At the decorated front door, those on the tour will be greeted by a foursome of elf-sized wooden angels.

The home's great room features a 16-foot white pine tree decorated with baby's breath, poinsettias and peach and teal bows. A choir of ivory angels float above the branches lit in white lights. Windows to the cathedral ceiling provide a view of the tree from the home's exterior.

Over the mantel is Mrs.

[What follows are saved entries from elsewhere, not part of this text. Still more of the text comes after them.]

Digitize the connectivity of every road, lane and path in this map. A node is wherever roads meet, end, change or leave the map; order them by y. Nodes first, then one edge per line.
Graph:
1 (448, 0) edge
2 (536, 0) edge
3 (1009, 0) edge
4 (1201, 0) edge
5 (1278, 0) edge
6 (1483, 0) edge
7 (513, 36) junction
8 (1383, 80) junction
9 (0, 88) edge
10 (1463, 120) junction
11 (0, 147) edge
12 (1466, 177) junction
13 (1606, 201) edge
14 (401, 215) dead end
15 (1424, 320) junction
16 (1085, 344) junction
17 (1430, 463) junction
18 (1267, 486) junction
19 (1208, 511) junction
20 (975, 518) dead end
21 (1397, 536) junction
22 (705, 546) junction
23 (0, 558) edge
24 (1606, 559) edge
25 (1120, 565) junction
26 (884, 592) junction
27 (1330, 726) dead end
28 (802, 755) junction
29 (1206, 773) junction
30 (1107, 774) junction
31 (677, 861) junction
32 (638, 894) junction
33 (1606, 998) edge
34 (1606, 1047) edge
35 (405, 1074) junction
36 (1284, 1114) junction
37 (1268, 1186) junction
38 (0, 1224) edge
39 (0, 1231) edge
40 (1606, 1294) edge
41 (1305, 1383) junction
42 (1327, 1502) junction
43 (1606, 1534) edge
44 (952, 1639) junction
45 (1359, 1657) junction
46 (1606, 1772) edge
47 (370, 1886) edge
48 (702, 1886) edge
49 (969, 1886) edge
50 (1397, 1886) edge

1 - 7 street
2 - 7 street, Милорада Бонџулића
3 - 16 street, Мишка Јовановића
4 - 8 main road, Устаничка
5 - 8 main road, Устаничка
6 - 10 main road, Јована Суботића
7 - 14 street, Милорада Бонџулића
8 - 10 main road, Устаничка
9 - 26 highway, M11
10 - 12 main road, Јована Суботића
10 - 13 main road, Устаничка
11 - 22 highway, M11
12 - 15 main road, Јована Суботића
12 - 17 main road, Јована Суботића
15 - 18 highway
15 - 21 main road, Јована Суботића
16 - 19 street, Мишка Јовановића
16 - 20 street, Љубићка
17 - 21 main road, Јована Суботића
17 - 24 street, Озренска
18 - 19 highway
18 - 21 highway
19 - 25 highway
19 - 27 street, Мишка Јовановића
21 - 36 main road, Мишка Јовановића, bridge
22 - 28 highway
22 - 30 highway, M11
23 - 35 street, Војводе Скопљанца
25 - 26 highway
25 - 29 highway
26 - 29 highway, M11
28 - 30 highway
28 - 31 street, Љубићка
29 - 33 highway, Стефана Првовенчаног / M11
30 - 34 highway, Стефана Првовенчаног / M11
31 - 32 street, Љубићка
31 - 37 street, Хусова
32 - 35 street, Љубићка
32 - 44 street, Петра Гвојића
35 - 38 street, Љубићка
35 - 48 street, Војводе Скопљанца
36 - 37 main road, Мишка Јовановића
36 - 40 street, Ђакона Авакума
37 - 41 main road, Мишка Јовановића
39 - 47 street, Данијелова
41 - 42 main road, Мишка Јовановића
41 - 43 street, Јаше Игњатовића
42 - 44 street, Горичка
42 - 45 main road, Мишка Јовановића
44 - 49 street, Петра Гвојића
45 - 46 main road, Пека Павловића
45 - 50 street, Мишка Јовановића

Schilling's collection of Dickens houses while three wise men guard the opening of the stone fireplace.

Several different Nativity scenes will be featured throughout the house, as will a number of fruit baskets and a wide range of Christmas greenery.

Other arrangements, including one in the master bedroom suite and teddy bear-centered Christmas scenes, appear elsewhere in the home.

The final tour home is that of Harry and Rita Philip, located at 2419 Lakeshore Dr. in the Bent Creek subdivision.

The decorating theme of the main floor is fruit with wallpaper, garlands and wreathes accented with fruit and complemented by a burgundy and gold color scheme.

The house has an open floor plan with the dining room, kitchen and great room areas flowing together.

Some special features are a Battenburg lace tablecloth covered by a runner made by Mrs. Philip's mother and two prints from colonial Williamsburg, Va. The great room boasts a cathedral ceiling and one wall made completely of windows and providing a view of Bent Creek Lake.

A family room with a brick fireplace and decorative mantel are located in the basement of the home with teddy bears of various sizes used as decoration.

The home has five bedrooms and each will be decorated with wreathes and Norfolk pines.